---------- Data provided ----------

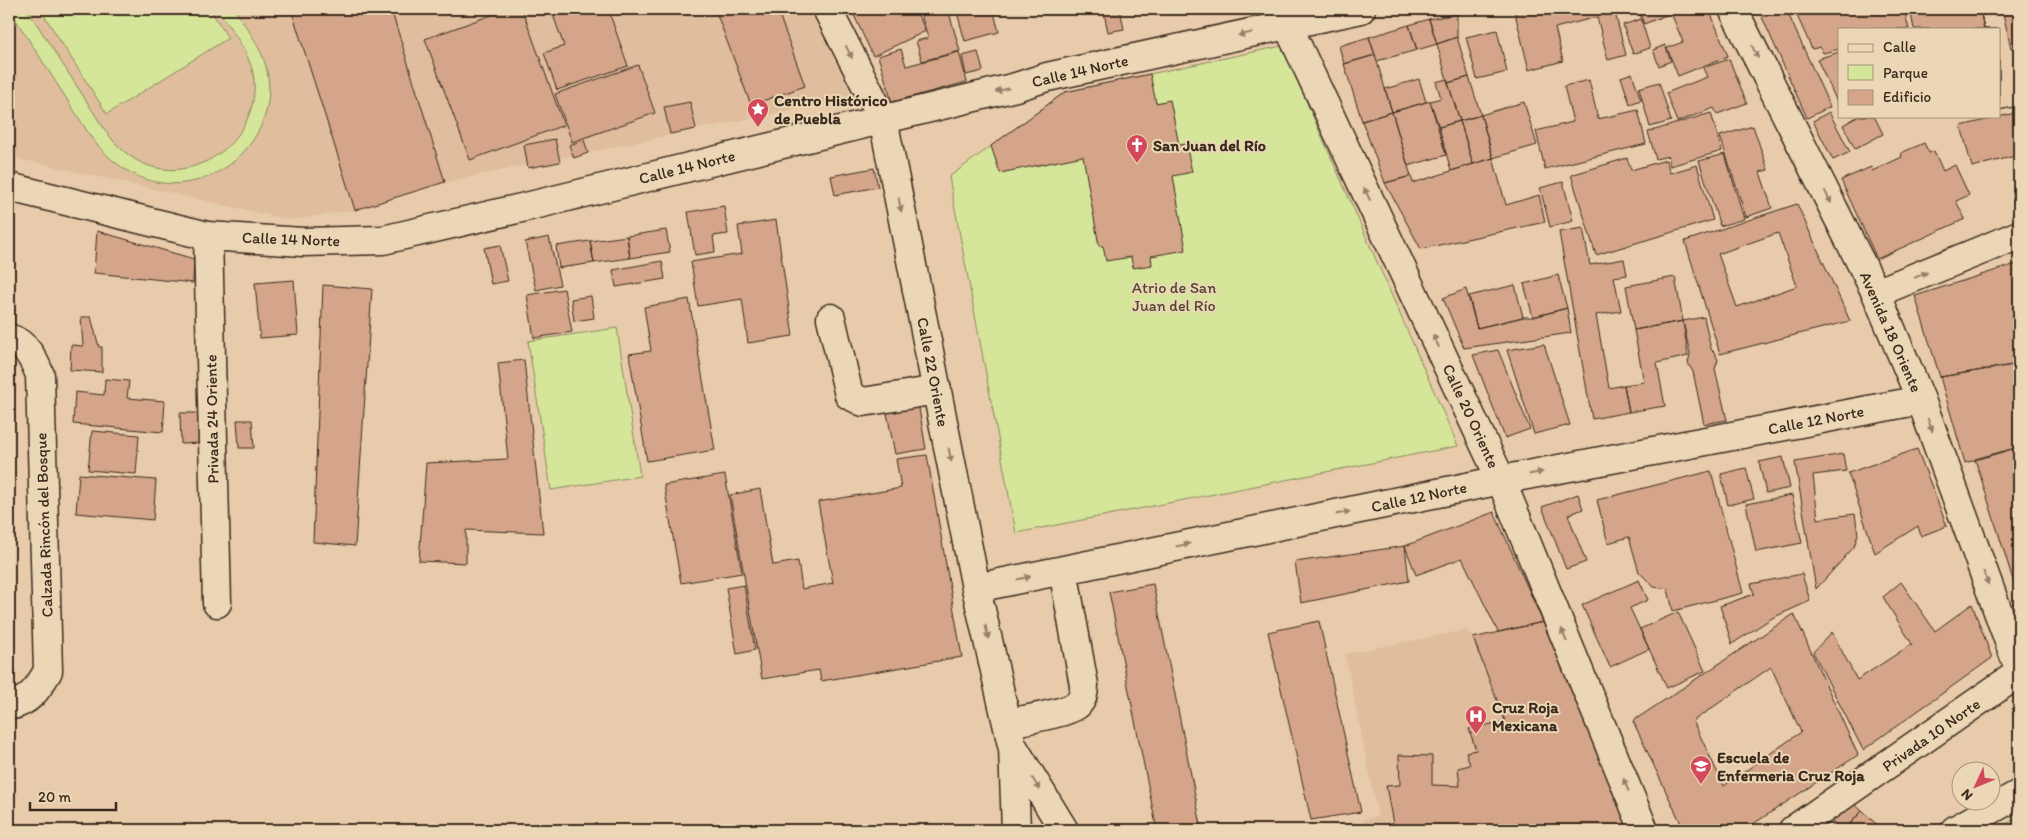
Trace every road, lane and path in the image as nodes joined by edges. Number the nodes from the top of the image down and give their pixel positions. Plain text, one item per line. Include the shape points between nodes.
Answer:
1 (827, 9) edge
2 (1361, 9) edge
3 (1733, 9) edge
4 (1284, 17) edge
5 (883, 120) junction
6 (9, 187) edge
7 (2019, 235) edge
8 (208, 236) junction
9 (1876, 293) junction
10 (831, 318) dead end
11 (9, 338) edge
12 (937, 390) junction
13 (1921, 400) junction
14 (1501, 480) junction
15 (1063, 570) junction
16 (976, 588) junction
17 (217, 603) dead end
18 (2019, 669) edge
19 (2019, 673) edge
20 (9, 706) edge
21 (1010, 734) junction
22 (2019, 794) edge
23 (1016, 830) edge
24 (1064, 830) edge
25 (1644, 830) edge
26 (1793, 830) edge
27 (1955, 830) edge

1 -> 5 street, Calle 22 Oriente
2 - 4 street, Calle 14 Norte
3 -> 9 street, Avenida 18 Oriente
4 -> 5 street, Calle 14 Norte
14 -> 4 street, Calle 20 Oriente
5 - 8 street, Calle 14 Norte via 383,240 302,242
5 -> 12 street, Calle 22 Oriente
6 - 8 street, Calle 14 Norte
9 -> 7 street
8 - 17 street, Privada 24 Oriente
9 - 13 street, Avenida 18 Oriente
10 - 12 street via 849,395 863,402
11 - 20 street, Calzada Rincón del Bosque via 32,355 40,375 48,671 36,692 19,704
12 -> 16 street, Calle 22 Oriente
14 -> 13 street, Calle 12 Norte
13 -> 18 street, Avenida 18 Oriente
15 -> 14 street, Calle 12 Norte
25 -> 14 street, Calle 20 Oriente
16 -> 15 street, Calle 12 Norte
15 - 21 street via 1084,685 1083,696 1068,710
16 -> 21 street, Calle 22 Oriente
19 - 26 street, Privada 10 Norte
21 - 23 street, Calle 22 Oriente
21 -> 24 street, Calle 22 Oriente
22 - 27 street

----------
---------- Data provided ----------

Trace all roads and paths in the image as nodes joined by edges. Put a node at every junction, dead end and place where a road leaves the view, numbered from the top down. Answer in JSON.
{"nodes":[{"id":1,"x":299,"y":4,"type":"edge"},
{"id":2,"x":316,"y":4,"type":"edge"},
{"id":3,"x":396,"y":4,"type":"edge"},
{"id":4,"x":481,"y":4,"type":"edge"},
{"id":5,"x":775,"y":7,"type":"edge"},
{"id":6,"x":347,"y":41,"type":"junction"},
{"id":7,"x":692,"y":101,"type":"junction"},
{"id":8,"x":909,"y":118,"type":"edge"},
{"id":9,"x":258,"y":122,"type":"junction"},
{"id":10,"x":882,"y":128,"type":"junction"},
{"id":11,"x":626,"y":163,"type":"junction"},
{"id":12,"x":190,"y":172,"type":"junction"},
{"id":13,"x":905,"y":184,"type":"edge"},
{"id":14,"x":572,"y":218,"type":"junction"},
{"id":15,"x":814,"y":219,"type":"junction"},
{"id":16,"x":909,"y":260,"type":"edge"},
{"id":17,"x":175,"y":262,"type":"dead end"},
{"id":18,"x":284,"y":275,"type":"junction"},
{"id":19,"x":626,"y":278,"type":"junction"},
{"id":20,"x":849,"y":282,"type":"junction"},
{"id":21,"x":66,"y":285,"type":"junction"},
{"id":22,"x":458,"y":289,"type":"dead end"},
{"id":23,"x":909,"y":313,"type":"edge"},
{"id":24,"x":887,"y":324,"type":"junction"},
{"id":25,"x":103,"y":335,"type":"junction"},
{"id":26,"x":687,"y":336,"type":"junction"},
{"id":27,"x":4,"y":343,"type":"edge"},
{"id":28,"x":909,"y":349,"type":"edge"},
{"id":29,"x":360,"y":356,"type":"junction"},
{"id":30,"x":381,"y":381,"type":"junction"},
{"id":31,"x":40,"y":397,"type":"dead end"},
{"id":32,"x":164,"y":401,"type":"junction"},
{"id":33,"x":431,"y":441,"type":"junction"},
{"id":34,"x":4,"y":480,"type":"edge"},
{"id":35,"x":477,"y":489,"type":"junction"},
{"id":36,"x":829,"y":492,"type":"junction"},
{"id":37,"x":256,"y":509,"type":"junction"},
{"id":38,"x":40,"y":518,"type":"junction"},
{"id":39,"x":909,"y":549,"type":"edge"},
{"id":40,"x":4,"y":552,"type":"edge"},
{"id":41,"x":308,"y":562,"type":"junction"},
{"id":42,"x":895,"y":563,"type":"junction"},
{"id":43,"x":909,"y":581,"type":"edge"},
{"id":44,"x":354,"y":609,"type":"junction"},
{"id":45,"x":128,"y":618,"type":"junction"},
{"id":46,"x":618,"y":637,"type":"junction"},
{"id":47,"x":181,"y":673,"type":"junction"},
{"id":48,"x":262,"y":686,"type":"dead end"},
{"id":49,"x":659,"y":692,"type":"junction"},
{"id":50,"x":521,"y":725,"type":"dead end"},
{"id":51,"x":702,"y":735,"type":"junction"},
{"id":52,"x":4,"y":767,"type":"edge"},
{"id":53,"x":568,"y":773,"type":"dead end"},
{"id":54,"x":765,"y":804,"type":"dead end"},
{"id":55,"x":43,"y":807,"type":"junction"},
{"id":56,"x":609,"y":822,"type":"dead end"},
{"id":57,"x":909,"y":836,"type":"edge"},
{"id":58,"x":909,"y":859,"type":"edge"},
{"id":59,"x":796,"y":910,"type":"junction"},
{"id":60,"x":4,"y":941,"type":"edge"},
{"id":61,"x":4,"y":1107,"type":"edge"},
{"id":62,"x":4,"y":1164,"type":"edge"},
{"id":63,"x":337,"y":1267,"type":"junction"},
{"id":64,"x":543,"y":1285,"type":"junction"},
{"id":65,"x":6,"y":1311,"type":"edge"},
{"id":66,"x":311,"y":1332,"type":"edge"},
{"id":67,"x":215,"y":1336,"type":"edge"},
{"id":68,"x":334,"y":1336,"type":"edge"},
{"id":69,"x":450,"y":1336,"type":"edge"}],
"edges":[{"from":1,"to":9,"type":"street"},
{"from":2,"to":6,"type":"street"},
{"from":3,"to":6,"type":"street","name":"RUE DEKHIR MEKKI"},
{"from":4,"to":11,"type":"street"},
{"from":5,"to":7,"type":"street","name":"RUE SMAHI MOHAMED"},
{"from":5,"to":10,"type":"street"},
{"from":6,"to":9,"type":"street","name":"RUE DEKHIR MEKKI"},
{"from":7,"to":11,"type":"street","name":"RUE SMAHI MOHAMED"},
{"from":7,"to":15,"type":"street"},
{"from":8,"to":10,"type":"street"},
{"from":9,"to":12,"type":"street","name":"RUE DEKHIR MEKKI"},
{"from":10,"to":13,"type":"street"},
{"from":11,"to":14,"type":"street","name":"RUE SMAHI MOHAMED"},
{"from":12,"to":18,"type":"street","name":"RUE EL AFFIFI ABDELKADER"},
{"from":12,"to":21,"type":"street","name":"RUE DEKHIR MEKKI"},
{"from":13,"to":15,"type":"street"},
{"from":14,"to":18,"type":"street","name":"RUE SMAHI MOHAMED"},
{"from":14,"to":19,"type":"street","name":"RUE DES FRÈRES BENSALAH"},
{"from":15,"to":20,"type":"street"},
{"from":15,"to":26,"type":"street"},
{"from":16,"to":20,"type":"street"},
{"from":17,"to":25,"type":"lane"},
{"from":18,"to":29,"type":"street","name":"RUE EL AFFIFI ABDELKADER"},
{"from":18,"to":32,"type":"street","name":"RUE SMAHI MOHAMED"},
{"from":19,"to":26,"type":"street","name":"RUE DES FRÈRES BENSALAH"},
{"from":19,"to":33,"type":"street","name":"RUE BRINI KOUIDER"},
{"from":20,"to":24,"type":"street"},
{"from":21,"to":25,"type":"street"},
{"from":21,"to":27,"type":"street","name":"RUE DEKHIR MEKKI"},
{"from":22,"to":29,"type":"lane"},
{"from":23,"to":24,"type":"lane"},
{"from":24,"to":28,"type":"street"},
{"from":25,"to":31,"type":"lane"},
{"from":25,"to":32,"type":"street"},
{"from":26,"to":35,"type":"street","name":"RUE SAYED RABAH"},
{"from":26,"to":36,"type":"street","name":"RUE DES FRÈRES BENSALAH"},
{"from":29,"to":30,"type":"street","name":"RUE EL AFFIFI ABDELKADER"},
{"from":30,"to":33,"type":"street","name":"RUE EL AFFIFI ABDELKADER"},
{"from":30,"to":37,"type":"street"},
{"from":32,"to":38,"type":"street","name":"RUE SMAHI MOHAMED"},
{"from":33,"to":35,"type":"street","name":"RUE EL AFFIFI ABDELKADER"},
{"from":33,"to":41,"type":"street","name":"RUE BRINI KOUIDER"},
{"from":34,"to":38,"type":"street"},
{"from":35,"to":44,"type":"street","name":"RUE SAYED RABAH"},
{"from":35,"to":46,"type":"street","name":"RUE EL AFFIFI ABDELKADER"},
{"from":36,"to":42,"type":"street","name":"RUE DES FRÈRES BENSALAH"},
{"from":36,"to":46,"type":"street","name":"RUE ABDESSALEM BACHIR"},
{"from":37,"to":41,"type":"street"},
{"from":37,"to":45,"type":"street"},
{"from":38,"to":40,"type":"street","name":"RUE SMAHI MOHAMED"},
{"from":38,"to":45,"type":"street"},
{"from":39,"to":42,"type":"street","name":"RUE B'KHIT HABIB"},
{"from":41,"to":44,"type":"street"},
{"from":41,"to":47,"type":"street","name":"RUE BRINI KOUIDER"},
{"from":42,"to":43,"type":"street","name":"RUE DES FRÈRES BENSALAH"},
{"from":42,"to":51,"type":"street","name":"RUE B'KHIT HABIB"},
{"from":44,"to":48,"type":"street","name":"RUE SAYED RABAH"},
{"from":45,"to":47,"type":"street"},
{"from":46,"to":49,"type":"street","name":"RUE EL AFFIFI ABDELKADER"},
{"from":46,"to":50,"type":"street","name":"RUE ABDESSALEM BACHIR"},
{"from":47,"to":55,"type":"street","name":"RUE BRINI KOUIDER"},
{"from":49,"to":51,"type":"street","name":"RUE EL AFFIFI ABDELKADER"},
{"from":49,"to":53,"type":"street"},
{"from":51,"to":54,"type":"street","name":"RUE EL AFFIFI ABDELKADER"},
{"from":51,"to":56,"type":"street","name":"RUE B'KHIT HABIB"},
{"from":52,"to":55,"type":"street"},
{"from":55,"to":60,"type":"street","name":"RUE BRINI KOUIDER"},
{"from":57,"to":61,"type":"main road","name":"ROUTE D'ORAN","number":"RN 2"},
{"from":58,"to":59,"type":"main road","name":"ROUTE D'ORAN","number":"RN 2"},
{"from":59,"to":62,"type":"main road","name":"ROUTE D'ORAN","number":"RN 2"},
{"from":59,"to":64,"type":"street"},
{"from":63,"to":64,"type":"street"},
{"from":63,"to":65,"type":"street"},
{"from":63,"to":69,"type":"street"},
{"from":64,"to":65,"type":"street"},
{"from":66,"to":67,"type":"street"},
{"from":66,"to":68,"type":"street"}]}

----------

Requirement | Match on "ORAN" and report each line of the data above that has it.

Expected output |
{"from":57,"to":61,"type":"main road","name":"ROUTE D'ORAN","number":"RN 2"},
{"from":58,"to":59,"type":"main road","name":"ROUTE D'ORAN","number":"RN 2"},
{"from":59,"to":62,"type":"main road","name":"ROUTE D'ORAN","number":"RN 2"},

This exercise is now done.